[Dataset entries]
++++++++++++++++++++
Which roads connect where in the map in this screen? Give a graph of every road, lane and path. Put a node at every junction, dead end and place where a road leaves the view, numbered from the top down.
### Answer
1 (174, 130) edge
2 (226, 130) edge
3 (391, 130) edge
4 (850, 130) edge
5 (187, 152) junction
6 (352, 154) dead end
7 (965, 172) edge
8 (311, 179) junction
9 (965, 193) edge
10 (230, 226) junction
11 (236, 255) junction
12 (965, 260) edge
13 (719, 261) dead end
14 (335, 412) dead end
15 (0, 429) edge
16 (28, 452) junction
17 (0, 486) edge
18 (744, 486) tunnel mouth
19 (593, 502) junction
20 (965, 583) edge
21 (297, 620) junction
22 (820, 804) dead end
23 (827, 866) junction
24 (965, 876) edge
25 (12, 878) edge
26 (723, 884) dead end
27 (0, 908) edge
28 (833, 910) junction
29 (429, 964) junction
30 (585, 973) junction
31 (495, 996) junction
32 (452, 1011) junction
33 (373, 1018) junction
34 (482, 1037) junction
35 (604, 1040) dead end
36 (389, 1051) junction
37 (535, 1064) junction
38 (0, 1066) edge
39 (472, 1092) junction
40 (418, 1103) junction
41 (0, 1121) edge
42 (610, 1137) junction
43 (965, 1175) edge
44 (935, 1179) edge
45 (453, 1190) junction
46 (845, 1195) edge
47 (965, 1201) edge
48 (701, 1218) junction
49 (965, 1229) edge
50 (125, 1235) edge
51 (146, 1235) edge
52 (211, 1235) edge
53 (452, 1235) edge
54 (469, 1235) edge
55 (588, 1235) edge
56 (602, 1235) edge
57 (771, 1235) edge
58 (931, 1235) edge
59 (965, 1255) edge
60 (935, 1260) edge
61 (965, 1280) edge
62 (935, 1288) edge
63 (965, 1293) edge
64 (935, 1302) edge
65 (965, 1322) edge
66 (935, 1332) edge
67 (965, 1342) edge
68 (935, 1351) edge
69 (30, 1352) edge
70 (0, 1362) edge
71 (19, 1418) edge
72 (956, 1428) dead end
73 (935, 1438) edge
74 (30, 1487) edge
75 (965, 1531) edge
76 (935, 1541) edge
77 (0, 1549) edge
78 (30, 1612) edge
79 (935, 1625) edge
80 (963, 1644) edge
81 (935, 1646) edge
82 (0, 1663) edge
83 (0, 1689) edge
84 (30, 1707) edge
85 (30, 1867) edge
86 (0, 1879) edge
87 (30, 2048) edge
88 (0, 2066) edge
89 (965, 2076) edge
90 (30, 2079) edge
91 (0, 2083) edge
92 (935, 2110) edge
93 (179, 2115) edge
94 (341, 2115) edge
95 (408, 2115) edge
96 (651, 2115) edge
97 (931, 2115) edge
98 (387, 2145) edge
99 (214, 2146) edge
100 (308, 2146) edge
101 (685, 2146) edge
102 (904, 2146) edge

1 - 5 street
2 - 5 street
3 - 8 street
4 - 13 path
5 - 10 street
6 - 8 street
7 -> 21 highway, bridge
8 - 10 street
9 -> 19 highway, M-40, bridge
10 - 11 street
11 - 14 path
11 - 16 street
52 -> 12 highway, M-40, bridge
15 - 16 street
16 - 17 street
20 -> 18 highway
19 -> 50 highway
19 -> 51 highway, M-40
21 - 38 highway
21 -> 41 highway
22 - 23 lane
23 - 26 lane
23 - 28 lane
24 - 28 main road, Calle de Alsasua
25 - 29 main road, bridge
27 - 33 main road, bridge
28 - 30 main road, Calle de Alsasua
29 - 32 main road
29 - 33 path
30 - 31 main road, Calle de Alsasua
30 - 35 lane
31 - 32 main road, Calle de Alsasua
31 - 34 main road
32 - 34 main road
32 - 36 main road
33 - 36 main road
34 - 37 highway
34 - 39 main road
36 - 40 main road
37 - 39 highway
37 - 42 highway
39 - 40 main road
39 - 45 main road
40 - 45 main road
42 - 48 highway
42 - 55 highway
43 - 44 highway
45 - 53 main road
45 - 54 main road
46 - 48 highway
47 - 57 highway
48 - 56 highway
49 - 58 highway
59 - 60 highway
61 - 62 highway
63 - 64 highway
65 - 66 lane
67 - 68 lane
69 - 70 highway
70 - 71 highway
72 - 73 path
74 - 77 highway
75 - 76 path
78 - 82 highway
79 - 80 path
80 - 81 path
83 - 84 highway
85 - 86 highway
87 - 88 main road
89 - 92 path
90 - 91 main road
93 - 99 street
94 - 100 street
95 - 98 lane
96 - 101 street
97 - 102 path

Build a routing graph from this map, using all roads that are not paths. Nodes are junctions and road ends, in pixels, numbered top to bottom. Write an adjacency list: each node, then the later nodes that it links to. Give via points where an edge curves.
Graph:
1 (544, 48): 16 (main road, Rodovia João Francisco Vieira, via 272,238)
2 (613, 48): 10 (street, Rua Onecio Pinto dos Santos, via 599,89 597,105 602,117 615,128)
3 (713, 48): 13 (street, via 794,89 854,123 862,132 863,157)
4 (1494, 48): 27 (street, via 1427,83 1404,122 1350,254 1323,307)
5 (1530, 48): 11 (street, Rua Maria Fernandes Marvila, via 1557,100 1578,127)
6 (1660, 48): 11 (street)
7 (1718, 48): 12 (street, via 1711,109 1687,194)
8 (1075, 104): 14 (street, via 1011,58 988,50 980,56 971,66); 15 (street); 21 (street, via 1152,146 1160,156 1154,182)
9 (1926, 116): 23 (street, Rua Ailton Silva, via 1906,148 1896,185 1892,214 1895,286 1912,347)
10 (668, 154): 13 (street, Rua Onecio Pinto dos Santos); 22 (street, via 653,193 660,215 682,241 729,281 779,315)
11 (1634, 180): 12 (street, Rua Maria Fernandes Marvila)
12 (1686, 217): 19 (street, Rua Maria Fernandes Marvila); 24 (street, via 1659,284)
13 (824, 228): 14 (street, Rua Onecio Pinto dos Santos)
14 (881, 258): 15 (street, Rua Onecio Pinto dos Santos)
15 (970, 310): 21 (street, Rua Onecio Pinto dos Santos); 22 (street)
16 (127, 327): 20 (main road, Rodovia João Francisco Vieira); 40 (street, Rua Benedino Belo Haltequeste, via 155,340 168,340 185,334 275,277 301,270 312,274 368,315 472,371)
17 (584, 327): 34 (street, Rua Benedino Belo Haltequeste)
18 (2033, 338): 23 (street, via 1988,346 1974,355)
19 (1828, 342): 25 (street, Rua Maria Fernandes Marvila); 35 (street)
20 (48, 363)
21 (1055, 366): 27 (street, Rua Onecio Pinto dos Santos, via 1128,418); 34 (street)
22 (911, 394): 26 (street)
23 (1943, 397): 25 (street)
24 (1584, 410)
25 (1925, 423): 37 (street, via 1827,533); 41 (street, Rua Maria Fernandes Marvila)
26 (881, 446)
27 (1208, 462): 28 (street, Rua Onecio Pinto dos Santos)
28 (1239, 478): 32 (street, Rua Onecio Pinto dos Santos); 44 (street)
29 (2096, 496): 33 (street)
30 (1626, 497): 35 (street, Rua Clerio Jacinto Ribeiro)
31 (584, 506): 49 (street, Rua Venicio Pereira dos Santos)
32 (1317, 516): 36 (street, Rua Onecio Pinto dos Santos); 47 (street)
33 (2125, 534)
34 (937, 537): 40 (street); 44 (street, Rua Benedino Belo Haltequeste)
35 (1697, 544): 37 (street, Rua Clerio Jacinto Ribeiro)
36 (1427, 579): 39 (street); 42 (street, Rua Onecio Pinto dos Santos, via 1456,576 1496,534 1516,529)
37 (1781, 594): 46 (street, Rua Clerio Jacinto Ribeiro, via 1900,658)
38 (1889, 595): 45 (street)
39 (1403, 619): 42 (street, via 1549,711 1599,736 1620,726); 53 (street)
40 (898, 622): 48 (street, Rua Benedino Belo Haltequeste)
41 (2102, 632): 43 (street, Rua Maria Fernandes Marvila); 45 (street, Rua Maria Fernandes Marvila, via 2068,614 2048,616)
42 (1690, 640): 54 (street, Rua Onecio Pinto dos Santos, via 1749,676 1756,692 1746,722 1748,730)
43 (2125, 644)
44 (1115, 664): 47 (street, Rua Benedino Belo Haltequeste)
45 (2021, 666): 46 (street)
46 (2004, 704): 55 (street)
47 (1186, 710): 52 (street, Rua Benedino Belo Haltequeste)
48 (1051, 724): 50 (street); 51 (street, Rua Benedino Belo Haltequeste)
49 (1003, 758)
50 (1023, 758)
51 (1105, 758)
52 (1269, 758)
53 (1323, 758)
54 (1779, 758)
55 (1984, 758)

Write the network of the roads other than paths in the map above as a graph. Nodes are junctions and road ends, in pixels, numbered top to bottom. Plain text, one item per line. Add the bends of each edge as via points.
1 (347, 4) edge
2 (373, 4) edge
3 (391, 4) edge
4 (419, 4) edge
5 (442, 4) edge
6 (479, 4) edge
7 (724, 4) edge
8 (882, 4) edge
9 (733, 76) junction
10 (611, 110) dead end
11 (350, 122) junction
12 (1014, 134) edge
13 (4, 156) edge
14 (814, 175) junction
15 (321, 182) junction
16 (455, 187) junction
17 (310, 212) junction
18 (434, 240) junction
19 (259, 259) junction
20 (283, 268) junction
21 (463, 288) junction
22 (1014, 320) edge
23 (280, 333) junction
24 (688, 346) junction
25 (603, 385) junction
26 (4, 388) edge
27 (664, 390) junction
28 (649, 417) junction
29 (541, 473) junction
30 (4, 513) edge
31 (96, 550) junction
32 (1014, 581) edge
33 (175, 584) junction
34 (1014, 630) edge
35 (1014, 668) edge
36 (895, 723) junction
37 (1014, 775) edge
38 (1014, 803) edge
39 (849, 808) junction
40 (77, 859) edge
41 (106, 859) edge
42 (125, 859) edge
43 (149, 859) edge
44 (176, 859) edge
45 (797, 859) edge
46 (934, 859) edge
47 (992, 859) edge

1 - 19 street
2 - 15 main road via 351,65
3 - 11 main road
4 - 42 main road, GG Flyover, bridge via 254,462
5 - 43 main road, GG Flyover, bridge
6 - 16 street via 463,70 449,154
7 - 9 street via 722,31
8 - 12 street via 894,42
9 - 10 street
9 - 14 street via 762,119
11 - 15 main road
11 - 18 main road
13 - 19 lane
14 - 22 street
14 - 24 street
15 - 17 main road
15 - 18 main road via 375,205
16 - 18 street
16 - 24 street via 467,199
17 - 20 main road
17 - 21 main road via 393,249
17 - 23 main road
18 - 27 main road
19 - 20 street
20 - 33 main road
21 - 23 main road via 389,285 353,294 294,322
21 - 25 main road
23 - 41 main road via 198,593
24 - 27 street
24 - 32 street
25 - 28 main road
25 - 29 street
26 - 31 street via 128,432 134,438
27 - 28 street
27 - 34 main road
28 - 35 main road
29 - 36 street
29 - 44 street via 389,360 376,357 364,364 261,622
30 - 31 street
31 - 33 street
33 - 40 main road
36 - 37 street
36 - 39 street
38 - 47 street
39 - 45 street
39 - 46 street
++++++++++++++++++++
[Task details] For each line above that has the word "Rodovia", add one to a tally, and report the final tally alone.

[Result below] 2